Wherever the string "沪青平公路" appears in the entries below, return the line that holds it.

- Records provided
# # # # # # #
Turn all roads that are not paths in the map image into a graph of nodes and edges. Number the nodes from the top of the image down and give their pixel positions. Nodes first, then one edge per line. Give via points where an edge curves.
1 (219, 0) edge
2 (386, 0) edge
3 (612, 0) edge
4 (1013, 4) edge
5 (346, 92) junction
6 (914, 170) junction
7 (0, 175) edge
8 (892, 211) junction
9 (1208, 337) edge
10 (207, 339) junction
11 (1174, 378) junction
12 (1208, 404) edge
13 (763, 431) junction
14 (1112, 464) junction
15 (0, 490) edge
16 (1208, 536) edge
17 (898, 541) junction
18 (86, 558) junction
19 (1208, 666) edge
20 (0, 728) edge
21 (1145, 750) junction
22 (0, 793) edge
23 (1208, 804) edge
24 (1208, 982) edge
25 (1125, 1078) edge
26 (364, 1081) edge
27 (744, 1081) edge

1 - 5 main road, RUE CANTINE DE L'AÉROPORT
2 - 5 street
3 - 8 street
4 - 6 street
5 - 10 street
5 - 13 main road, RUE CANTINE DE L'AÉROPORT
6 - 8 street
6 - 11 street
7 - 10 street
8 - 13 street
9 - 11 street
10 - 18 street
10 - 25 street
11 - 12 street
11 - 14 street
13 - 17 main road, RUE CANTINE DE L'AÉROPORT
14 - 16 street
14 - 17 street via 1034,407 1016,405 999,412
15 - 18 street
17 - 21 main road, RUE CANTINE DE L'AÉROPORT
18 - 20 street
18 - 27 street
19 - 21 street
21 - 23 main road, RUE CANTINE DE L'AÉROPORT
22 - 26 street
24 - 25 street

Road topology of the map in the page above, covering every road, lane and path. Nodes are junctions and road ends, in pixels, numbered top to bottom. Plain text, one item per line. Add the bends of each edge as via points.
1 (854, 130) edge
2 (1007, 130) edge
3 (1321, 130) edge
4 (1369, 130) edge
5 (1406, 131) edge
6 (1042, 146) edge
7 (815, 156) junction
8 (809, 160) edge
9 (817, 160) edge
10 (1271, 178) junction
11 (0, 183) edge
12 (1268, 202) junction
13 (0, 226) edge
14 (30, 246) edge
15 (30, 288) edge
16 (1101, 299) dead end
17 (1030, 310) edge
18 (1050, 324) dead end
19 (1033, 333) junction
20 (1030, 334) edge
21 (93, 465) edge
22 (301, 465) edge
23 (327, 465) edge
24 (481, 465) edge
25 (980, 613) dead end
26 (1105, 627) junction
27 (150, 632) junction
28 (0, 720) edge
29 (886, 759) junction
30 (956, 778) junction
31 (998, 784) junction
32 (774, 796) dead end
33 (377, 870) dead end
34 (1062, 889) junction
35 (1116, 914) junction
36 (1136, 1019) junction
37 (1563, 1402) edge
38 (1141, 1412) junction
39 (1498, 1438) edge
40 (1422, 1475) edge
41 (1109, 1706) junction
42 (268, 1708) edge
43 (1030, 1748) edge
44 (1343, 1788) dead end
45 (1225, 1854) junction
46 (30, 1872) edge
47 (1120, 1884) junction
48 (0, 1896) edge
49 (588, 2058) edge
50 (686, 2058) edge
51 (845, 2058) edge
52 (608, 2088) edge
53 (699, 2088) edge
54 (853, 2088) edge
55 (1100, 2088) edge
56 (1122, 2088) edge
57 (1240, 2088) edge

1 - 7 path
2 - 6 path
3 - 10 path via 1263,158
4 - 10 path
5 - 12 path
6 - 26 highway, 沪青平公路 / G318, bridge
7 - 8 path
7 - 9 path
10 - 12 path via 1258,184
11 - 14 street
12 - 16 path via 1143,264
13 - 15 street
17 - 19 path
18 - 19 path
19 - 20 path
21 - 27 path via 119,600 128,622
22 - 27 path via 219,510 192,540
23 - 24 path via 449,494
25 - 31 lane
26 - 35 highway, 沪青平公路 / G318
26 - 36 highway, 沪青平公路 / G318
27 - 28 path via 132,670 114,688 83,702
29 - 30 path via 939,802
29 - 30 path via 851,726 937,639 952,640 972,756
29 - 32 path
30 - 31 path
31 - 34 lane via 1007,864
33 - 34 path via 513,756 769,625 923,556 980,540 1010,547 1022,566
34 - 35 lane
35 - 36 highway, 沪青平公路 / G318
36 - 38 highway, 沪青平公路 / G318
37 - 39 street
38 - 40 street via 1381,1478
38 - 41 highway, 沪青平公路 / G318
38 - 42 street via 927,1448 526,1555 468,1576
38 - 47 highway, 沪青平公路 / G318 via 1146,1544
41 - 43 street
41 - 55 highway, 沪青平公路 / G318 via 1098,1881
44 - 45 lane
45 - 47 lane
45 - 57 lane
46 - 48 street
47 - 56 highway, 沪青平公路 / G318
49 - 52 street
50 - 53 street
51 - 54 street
# # # # # # #
- Problem solution
6 - 26 highway, 沪青平公路 / G318, bridge
26 - 35 highway, 沪青平公路 / G318
26 - 36 highway, 沪青平公路 / G318
35 - 36 highway, 沪青平公路 / G318
36 - 38 highway, 沪青平公路 / G318
38 - 41 highway, 沪青平公路 / G318
38 - 47 highway, 沪青平公路 / G318 via 1146,1544
41 - 55 highway, 沪青平公路 / G318 via 1098,1881
47 - 56 highway, 沪青平公路 / G318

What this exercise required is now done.